We can also shoot through windows for novel visual effects 1, obscure the frame with out-of-focus foreground objects 2, or even center a subject and provide more context using the surrounding environment 3.
In software design, we can similarly enhance a composition by introducing ambient foreground and background objects. Let's observe this visual I was struggling to put together for one of our marketing pages at Vercel:
The design fell flat in one of the first iterations because there is no depth to the browser frame or the overlaying surfaces—they are placed as a seemingly sloppy afterthought.
A trivial change we can make to introduce depth is to blur out the inner background to visually lower it on the Z-axis, and fade out the bottom edge of the container to make the boundaries feel infinite and less clearly defined:
We can further emphasise the layered nature of our design with additional offset browser frames and out of focus objects. We're also not just adding gimmicky decorations around the focal point—but deliberately making use of the primary subjects (browser frame and bubble surfaces) to communicate an abundance of Preview Deployments on the Vercel platform.
Blurred Backdrops
It's fairly common in products and operating systems to dim the backdrop when launching an overlay 1. This is another opportunity to add dimensionality to an interface by simulating depth of field that our eyes have naturally evolved to expect.

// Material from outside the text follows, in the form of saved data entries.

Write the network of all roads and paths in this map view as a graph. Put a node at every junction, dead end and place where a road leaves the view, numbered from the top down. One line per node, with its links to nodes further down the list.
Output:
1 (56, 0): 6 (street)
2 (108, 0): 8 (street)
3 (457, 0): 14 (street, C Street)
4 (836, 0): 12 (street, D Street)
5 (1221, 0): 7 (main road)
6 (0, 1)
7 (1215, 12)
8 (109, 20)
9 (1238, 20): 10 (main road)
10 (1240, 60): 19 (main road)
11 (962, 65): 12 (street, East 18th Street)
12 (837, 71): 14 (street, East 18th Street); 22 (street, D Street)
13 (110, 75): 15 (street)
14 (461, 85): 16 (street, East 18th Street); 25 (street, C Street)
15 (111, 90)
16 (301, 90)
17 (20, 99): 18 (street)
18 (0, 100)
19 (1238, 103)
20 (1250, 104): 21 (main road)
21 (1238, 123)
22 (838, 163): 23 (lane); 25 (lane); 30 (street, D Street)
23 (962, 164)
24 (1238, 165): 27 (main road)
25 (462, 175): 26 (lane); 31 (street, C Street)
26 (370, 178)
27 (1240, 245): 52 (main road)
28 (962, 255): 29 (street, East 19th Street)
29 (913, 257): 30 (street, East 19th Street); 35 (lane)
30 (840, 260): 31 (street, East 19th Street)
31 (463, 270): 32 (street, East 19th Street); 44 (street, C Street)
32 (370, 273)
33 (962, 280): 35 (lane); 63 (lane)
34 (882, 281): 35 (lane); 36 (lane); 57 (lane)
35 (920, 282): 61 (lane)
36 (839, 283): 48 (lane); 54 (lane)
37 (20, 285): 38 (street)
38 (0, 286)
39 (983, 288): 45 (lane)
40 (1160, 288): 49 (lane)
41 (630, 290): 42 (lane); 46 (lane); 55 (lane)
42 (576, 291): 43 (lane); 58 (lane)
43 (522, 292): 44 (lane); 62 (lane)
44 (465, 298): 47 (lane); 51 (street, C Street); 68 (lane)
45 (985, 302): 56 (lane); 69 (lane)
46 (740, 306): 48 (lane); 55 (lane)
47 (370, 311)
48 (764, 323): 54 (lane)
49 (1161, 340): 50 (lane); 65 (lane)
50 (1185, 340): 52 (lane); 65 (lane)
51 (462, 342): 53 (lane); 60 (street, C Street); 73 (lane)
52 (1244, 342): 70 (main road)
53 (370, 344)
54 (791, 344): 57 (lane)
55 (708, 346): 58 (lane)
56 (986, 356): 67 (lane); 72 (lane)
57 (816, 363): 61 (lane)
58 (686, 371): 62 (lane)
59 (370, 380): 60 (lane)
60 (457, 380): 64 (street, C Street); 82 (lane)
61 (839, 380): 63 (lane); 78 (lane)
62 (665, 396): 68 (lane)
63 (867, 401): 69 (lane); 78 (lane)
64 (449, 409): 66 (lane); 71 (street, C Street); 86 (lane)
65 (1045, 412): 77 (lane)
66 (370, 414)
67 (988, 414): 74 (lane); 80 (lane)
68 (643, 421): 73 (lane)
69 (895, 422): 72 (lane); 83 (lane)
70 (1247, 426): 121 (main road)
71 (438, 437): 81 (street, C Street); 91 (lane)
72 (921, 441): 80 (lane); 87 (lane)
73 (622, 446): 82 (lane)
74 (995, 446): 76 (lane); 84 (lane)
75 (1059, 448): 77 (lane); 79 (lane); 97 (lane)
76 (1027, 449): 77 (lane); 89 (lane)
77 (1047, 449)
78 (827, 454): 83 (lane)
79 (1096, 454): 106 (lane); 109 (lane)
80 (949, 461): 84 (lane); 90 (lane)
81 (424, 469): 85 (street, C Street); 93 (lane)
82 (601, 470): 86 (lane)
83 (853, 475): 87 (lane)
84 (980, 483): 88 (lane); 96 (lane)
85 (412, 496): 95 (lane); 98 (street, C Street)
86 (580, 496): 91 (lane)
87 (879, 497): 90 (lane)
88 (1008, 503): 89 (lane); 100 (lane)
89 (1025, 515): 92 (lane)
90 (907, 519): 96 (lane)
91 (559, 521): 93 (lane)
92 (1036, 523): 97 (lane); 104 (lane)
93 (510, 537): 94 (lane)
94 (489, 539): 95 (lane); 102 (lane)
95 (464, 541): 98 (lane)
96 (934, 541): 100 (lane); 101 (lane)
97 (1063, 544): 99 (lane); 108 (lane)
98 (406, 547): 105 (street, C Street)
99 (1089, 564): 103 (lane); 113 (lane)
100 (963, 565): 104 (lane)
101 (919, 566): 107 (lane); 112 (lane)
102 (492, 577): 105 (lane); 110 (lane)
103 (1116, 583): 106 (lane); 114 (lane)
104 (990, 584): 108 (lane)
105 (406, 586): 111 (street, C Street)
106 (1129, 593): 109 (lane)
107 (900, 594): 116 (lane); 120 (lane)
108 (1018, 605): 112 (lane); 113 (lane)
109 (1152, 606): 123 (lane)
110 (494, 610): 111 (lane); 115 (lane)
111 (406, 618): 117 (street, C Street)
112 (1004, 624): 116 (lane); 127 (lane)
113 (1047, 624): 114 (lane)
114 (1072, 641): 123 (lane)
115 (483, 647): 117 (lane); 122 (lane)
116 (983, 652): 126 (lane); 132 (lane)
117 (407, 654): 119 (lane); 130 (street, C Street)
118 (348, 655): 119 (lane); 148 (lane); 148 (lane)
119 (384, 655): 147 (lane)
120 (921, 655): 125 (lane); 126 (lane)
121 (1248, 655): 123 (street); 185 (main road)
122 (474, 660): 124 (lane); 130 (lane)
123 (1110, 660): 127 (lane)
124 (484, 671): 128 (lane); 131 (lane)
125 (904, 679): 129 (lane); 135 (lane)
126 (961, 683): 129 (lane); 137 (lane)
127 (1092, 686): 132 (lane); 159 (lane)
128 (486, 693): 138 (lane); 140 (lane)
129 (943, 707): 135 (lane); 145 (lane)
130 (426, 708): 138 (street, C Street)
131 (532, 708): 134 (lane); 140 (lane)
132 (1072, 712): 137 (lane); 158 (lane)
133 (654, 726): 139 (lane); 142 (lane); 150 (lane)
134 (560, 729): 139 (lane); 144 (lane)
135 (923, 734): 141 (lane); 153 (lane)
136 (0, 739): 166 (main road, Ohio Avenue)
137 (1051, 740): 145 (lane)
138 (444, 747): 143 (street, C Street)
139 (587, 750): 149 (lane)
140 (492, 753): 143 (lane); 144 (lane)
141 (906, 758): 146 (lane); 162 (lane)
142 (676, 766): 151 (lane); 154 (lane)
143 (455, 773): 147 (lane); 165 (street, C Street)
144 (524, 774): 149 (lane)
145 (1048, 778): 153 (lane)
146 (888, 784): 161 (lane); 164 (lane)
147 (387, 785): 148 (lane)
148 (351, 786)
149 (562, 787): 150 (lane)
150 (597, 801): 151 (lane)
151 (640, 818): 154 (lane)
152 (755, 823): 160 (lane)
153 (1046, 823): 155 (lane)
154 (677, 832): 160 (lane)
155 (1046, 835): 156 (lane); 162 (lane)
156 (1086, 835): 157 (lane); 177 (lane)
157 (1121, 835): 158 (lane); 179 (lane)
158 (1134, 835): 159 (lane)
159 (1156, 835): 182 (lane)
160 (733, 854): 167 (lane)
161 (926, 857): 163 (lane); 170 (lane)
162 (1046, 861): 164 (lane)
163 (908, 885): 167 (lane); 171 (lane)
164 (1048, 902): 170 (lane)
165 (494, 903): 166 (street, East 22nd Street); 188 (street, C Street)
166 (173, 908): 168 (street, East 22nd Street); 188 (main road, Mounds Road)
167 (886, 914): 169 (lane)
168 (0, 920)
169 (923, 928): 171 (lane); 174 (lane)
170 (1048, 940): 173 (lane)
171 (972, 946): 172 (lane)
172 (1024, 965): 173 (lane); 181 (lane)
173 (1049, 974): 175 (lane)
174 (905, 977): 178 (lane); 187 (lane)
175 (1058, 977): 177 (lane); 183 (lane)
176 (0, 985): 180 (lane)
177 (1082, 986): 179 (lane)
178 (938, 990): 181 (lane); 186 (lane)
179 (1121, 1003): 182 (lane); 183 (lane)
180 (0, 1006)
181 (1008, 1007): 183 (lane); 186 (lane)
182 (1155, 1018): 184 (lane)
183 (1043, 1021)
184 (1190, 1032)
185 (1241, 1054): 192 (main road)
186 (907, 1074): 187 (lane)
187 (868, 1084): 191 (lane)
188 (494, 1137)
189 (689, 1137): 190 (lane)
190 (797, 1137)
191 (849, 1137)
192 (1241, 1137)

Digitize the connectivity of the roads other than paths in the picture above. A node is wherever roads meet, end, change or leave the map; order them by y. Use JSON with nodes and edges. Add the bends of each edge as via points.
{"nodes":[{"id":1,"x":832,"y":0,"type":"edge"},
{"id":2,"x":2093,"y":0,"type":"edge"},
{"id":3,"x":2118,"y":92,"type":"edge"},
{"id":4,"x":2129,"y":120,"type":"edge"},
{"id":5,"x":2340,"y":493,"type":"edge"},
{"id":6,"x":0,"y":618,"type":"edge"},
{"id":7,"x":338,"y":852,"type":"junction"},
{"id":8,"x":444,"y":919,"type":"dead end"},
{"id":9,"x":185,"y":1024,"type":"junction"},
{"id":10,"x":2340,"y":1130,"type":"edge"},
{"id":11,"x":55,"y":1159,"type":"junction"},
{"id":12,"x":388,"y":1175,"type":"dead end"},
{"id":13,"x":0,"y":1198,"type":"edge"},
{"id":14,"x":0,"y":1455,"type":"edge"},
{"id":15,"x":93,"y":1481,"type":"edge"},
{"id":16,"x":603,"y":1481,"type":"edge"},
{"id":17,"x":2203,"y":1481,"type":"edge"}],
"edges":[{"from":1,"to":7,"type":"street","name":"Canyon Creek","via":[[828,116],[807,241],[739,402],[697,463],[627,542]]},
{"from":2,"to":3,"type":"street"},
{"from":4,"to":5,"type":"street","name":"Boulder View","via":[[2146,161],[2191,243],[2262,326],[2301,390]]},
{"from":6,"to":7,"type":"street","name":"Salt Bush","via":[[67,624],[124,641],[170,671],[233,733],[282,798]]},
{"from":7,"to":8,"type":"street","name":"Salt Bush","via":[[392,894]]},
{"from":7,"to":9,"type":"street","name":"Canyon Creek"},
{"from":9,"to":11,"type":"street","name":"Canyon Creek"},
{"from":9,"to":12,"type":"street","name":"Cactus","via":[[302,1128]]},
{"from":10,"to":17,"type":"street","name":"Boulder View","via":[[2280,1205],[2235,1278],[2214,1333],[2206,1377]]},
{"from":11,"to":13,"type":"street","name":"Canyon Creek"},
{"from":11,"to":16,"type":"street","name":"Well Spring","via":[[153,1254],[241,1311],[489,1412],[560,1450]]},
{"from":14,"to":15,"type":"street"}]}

For instance, launching a context menu would feel fairly awkward without any de-emphasis on the iOS Home Screen layer 2. It would also signal that the entire backdrop of apps are interactive, which in this case would not be correct—only the context menu is actionable, tapping the backdrop closes it.
Choreographing Motion
In my mind, choreography is deliberately orchestrating when something happens in a structured sequence. I think there are subtle parallels between "dirtying the frame" and motion choreography. In both cases, at a high level we are looking to add more layers to a narrative, akin to layering together multiple musical instruments for variety in sound. In the context of animation, our instruments are time and artificial delays to be leveraged in a way that feels true to motion found in nature—you rarely see all the leaves of a tree moving in a jarring concert all at once.
A production example of great motion choreography would be to observe the Home Screen swipe down gesture. A first pass at a recreation would probably be to implement a swipe down to trigger a keyframed animation.
However, if we deconstruct the interaction into 4 discrete states that happen over the gesture, we end up with something like this that reveals more nuance:
Because the first row of apps on the Home Screen and Siri suggestions occupy the same space on the screen, the Home Screen layer needs to be adequately blurred 1 before the four Siri suggestions can be cleanly surfaced 2. Linearly revealing said suggestions would create a visually odd layering situation, so the reveal is intentionally delayed here.
The third state in the interaction transitions the Search entry point into an input 3, while subtly revealing the keyboard without fully expanding it. I'm assuming the keyboard pop-up transition is delayed to not cognitively compete with the Siri suggestions which the design could be trying to nudge you towards.
Because you are swiping down, it also makes sense to show immediate feedback near the top of the screen where the gesture is likely originating from. On gesture end, the animation reaches its final state and satisfyingly expands the keyboard 4 in coordination with releasing your finger touch.
Now, the same overlay can instead of swiping also be launched by tapping the Search button at the footer of the Home Screen:
Interestingly, in this case, the choreography is reversed—the Search entry point transitions into an input immediately 1, and with a very slight delay the Siri suggested apps are revealed 2 thereafter. Again, it makes sense to prioritise transitioning near the trigger location (Search entry button) to promptly communicate that the interface understood you.
Staggering Motion
A school of fish swimming in the ocean produce mesmerising effects because they have very slight differences in their movement and timing, but visually look indistinguishable.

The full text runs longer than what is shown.